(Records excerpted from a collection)
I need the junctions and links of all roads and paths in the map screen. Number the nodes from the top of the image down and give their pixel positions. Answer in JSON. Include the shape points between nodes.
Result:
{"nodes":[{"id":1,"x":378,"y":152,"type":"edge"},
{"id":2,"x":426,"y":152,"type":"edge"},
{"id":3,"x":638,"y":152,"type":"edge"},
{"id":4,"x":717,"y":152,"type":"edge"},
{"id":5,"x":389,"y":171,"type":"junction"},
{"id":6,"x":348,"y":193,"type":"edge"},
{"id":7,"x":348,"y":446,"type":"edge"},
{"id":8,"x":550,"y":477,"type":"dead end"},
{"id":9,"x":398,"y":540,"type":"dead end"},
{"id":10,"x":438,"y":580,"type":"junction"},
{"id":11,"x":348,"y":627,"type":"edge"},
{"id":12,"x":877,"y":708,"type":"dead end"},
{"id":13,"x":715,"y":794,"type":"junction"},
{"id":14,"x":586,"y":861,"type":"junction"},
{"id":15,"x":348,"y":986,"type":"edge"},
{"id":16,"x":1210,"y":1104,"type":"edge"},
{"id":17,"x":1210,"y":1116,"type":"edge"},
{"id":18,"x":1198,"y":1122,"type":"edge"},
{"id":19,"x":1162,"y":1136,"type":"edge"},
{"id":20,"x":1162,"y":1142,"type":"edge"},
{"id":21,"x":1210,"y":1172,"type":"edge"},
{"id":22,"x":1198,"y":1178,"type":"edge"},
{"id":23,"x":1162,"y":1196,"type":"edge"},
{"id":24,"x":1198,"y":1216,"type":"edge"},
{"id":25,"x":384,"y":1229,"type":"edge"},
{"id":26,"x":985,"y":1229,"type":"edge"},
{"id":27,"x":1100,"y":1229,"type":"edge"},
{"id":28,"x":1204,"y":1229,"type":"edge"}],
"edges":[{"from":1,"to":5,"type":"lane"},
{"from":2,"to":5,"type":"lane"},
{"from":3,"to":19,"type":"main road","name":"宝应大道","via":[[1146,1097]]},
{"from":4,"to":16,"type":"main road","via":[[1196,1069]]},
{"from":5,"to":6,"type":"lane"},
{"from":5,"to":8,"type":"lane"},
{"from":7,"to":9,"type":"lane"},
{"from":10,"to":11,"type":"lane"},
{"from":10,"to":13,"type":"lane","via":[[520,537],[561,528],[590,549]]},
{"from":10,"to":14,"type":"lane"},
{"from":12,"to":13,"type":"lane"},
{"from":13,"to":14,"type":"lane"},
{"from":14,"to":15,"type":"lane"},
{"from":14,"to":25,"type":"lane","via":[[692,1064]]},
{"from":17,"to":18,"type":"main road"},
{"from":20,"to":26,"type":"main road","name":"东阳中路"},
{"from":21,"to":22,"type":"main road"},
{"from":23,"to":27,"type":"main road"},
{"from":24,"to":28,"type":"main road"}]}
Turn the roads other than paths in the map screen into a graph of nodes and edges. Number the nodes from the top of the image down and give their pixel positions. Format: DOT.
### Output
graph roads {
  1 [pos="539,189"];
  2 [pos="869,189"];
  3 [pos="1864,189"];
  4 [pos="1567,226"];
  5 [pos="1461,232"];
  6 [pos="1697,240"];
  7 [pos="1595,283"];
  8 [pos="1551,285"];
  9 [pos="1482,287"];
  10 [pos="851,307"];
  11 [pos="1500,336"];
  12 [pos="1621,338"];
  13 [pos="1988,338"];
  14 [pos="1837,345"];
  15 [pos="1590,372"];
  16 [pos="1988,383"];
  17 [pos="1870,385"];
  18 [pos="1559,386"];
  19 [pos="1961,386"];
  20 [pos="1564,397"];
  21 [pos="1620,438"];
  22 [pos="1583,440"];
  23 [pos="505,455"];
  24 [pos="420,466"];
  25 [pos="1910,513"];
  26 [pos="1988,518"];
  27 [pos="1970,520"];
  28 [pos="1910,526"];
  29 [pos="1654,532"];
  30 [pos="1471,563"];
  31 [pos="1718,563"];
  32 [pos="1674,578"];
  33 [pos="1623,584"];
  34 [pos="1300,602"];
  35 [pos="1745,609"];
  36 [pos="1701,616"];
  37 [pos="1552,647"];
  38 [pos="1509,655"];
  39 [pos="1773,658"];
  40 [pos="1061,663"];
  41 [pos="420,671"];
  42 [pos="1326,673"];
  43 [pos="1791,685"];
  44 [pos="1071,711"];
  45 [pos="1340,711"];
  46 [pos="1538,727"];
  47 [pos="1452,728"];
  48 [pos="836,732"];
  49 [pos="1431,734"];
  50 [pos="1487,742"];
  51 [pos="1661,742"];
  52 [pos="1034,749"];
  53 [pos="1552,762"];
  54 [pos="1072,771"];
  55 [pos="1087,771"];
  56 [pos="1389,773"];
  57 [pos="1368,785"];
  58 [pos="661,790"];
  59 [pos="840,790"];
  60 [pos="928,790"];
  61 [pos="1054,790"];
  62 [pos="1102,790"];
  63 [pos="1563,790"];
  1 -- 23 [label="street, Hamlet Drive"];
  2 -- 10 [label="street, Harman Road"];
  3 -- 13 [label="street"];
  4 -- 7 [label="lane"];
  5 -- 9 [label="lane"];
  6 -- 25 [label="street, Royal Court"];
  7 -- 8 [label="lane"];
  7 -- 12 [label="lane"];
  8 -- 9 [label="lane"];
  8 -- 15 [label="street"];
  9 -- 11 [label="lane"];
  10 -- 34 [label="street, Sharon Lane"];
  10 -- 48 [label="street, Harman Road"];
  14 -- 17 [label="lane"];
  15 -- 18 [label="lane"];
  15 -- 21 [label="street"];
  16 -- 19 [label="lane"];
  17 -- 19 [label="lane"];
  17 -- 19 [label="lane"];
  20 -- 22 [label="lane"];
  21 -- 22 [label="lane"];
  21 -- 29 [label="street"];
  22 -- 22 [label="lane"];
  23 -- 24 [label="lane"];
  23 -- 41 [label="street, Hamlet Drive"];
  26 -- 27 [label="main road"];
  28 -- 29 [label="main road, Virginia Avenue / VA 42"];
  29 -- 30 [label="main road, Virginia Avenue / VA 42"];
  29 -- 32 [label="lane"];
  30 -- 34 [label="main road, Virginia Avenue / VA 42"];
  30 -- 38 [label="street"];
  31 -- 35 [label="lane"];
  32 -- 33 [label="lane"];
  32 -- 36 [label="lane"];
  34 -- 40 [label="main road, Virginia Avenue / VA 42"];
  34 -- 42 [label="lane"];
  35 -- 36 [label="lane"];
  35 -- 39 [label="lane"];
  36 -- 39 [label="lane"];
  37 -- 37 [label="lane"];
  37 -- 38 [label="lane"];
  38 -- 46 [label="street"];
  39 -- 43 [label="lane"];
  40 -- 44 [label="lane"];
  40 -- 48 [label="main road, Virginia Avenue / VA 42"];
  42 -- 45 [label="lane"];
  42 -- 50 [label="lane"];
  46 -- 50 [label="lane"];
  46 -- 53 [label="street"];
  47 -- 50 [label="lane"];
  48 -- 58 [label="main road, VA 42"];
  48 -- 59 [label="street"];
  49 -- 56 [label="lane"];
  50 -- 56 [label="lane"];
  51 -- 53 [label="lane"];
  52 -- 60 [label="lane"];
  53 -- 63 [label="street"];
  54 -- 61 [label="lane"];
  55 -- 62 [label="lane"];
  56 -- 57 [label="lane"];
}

What needs to be done » Give only the number of lines above that hold the string "edges".

Result » 2